The test pyramid recommends many fast unit tests at the base, fewer integration tests in the middle, and a thin cap of slow browser tests at the top. E2E tests are expensive: they launch real browsers, hit real (or staging) servers, and run sequentially unless you invest in parallel workers. Use them for critical user journeys that cheaper tests cannot validate: login, checkout, payment confirmation, permission-gated admin actions, and cross-page flows that depend on cookies, redirects, or third-party embeds.

Playwright does not replace unit or API tests. A well-designed suite runs 10–30 focused scenarios — not hundreds of UI permutations better covered by component tests. Each E2E test should answer: “If this breaks, would we lose revenue or trust tonight?”

Playwright vs alternatives

  • Cypress — excellent DX for single-tab SPAs; historically weaker on multi-tab, iframes, and native mobile browsers. Playwright targets all major engines out of the box.
  • Selenium WebDriver — industry standard for a decade; verbose setup, manual waits, and flaky synchronization unless heavily wrapped. Playwright's auto-waiting removes most boilerplate.
  • Puppeteer — Chromium-only; Playwright forked from the same team and added Firefox/WebKit plus richer test runner integration.

Project setup and first test

Initialize with npm init playwright@latest. The scaffold creates playwright.config.ts, a tests/ folder, and installs browser binaries. Key config knobs:

  • baseURL — prefix for page.goto('/checkout') so tests stay environment-portable.
  • projects — matrix across browsers and viewports (desktop Chrome, mobile Safari).
  • retries — retry failed tests in CI only (not locally) to absorb transient infra noise.
  • trace: 'on-first-retry' — capture traces when a retry fires; invaluable for debugging.

A minimal test uses the built-in test runner (@playwright/test):

import { test, expect } from '@playwright/test';

test('homepage shows primary CTA', async ({ page }) => {
  await page.goto('/');
  await expect(page.getByRole('link', { name: 'Get started' })).toBeVisible();
});

The page fixture is a fresh browser tab per test. Playwright isolates storage state so parallel tests do not leak cookies.

Locators: finding elements reliably

Fragile selectors (div > div:nth-child(3) > button) break when designers reorder markup. Playwright's locators re-query the DOM on every action, surviving re-renders in React and Vue. Prefer this priority order:

  1. getByRole('button', { name: 'Submit order' }) — mirrors accessibility tree; resilient and user-centric.
  2. getByLabel('Email address') — ties to form labels.
  3. getByText('Order confirmed') — visible copy users see.
  4. getByTestId('checkout-submit') — explicit test hooks when roles are ambiguous.
  5. CSS/XPath — last resort for canvas or legacy widgets.

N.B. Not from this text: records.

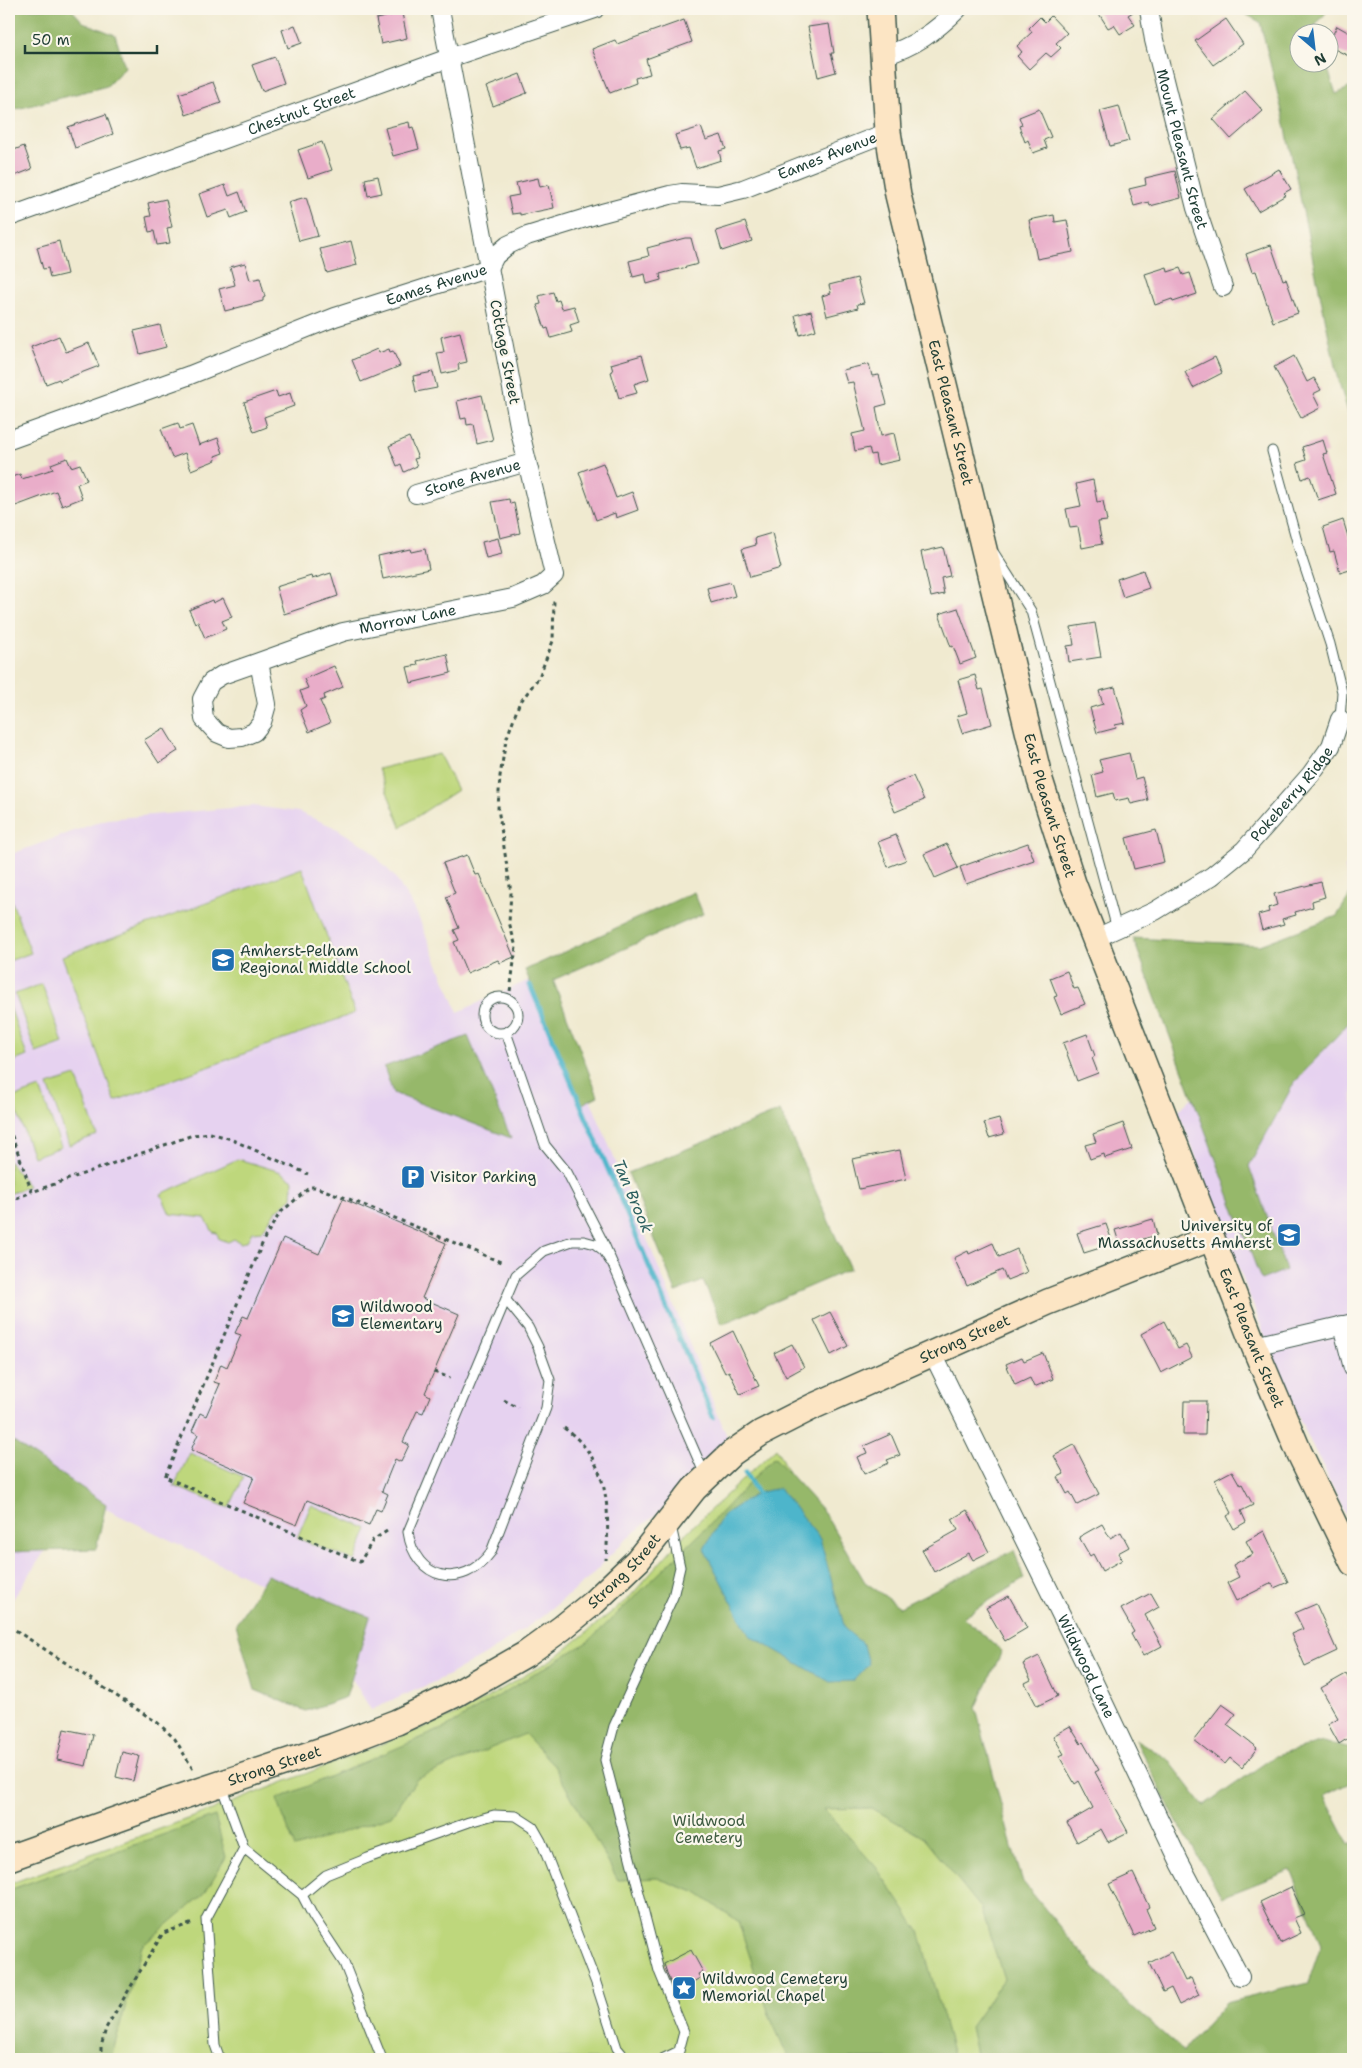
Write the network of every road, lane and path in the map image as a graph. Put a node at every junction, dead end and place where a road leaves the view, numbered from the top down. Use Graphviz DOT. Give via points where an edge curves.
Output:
graph roads {
  1 [pos="440,9"];
  2 [pos="595,9"];
  3 [pos="880,9"];
  4 [pos="958,9"];
  5 [pos="1149,9"];
  6 [pos="883,56"];
  7 [pos="450,58"];
  8 [pos="888,132"];
  9 [pos="9,217"];
  10 [pos="489,268"];
  11 [pos="1223,287"];
  12 [pos="9,440"];
  13 [pos="1272,451"];
  14 [pos="527,462"];
  15 [pos="416,494"];
  16 [pos="981,537"];
  17 [pos="554,575"];
  18 [pos="259,662"];
  19 [pos="1340,719"];
  20 [pos="1105,934"];
  21 [pos="510,1000"];
  22 [pos="506,1032"];
  23 [pos="9,1128"];
  24 [pos="308,1174"];
  25 [pos="32,1192"];
  26 [pos="9,1201"];
  27 [pos="1211,1238"];
  28 [pos="610,1262"];
  29 [pos="503,1263"];
  30 [pos="506,1300"];
  31 [pos="1348,1324"];
  32 [pos="1254,1346"];
  33 [pos="933,1354"];
  34 [pos="1353,1368"];
  35 [pos="434,1372"];
  36 [pos="450,1378"];
  37 [pos="504,1400"];
  38 [pos="518,1408"];
  39 [pos="564,1428"];
  40 [pos="706,1478"];
  41 [pos="670,1520"];
  42 [pos="388,1531"];
  43 [pos="1353,1563"];
  44 [pos="606,1565"];
  45 [pos="9,1626"];
  46 [pos="196,1772"];
  47 [pos="220,1784"];
  48 [pos="244,1848"];
  49 [pos="9,1858"];
  50 [pos="302,1896"];
  51 [pos="206,1920"];
  52 [pos="1240,1977"];
  53 [pos="678,2055"];
  54 [pos="100,2059"];
  55 [pos="220,2059"];
  56 [pos="382,2059"];
  57 [pos="626,2059"];
  58 [pos="662,2059"];
  1 -- 7 [label="street, Cottage Street"];
  2 -- 7 [label="street, Chestnut Street"];
  3 -- 6 [label="main road, East Pleasant Street"];
  4 -- 6 [label="street" via="921,40"];
  5 -- 11 [label="street, Mount Pleasant Street" via="1196,208"];
  6 -- 8 [label="main road, East Pleasant Street"];
  7 -- 9 [label="street, Chestnut Street"];
  7 -- 10 [label="street, Cottage Street"];
  8 -- 10 [label="street, Eames Avenue" via="743,189 718,195 670,195 527,236 508,245 495,256"];
  8 -- 16 [label="main road, East Pleasant Street" via="898,195"];
  10 -- 12 [label="street, Eames Avenue" via="335,317 190,375"];
  10 -- 14 [label="street, Cottage Street"];
  13 -- 19 [label="lane, Pokeberry Ridge" via="1330,644 1342,692"];
  14 -- 15 [label="street, Stone Avenue"];
  14 -- 17 [label="street, Cottage Street"];
  16 -- 20 [label="main road, East Pleasant Street" via="1040,780 1073,883"];
  16 -- 20 [label="lane" via="1031,611"];
  17 -- 18 [label="street, Morrow Lane" via="543,585 513,598 358,628"];
  17 -- 21 [label="path" via="553,641 540,677 519,704 506,740 500,776 498,808 511,893 509,922 516,947"];
  18 -- 18 [label="street, Morrow Lane" via="267,704 262,722 254,732 242,737 229,738 217,733 207,724 202,713 202,699 207,688 222,675"];
  19 -- 20 [label="street, Pokeberry Ridge" via="1331,746 1311,774 1244,850 1212,876 1155,912"];
  20 -- 27 [label="main road, East Pleasant Street"];
  21 -- 22 [label="lane" via="517,1008 517,1020"];
  21 -- 22 [label="lane" via="493,998 482,1012 488,1029"];
  22 -- 28 [label="lane" via="545,1145 567,1172"];
  23 -- 25 [label="path"];
  24 -- 25 [label="path" via="210,1133 193,1135"];
  25 -- 26 [label="path"];
  27 -- 32 [label="main road, East Pleasant Street"];
  27 -- 33 [label="main road, Strong Street" via="1048,1302"];
  28 -- 30 [label="lane" via="600,1248 584,1241 572,1241 544,1251 516,1276"];
  28 -- 40 [label="lane"];
  29 -- 42 [label="path" via="349,1199 310,1187 280,1213 265,1237 164,1477 360,1562 373,1540"];
  30 -- 30 [label="lane" via="408,1532 410,1546 417,1559 441,1575 456,1576 470,1572 482,1564 490,1552 546,1408 550,1380 538,1347 528,1327"];
  31 -- 32 [label="street"];
  31 -- 34 [label="street"];
  32 -- 43 [label="main road, East Pleasant Street" via="1299,1452"];
  33 -- 40 [label="main road, Strong Street" via="772,1427 732,1453"];
  33 -- 52 [label="street, Wildwood Lane" via="1180,1864"];
  35 -- 36 [label="path"];
  37 -- 38 [label="path"];
  39 -- 44 [label="path" via="589,1452 599,1472 609,1523"];
  40 -- 41 [label="main road, Strong Street"];
  41 -- 47 [label="main road, Strong Street" via="638,1560 594,1602 546,1641 498,1671 381,1728"];
  41 -- 53 [label="lane" via="680,1567 673,1597 614,1726 605,1760 659,1971 684,2032"];
  45 -- 46 [label="path" via="158,1723 174,1739"];
  47 -- 48 [label="lane"];
  47 -- 49 [label="main road, Strong Street"];
  48 -- 50 [label="lane"];
  48 -- 51 [label="lane"];
  50 -- 56 [label="lane" via="344,1964"];
  50 -- 57 [label="lane" via="326,1875 368,1858 469,1822 494,1815 516,1816 533,1827 541,1841 596,1983 617,2048"];
  51 -- 54 [label="path" via="163,1932 106,2028"];
  51 -- 55 [label="lane" via="215,2046"];
  53 -- 58 [label="lane"];
}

Auto-waiting is Playwright's core reliability feature. click(), fill(), and assertions automatically wait until the element is attached, visible, stable (not animating), enabled, and not obscured. You should almost never call page.waitForTimeout() — replace sleeps with expect(locator).toBeVisible() or page.waitForURL().

Chaining and strict mode

Locators chain: page.getByRole('row').filter({ hasText: 'SKU-4421' }).getByRole('button', { name: 'Remove' }). By default Playwright enforces strict mode: if a locator matches multiple elements, the test fails loudly instead of clicking the wrong one.

Fixtures, page objects, and test data

As suites grow, duplicate login steps clutter every file. Playwright fixtures extend the test harness:

import { test as base } from '@playwright/test';

export const test = base.extend({
  authenticatedPage: async ({ page }, use) => {
    await page.goto('/login');
    await page.getByLabel('Email').fill('qa@harbor.supply');
    await page.getByLabel('Password').fill(process.env.QA_PASSWORD!);
    await page.getByRole('button', { name: 'Sign in' }).click();
    await page.waitForURL('/dashboard');
    await use(page);
  },
});

The page object model wraps locators and actions in a class (CheckoutPage.fillShipping(...)) so tests read as user stories. Keep page objects thin — business assertions stay in the test file; page objects expose verbs, not expectations.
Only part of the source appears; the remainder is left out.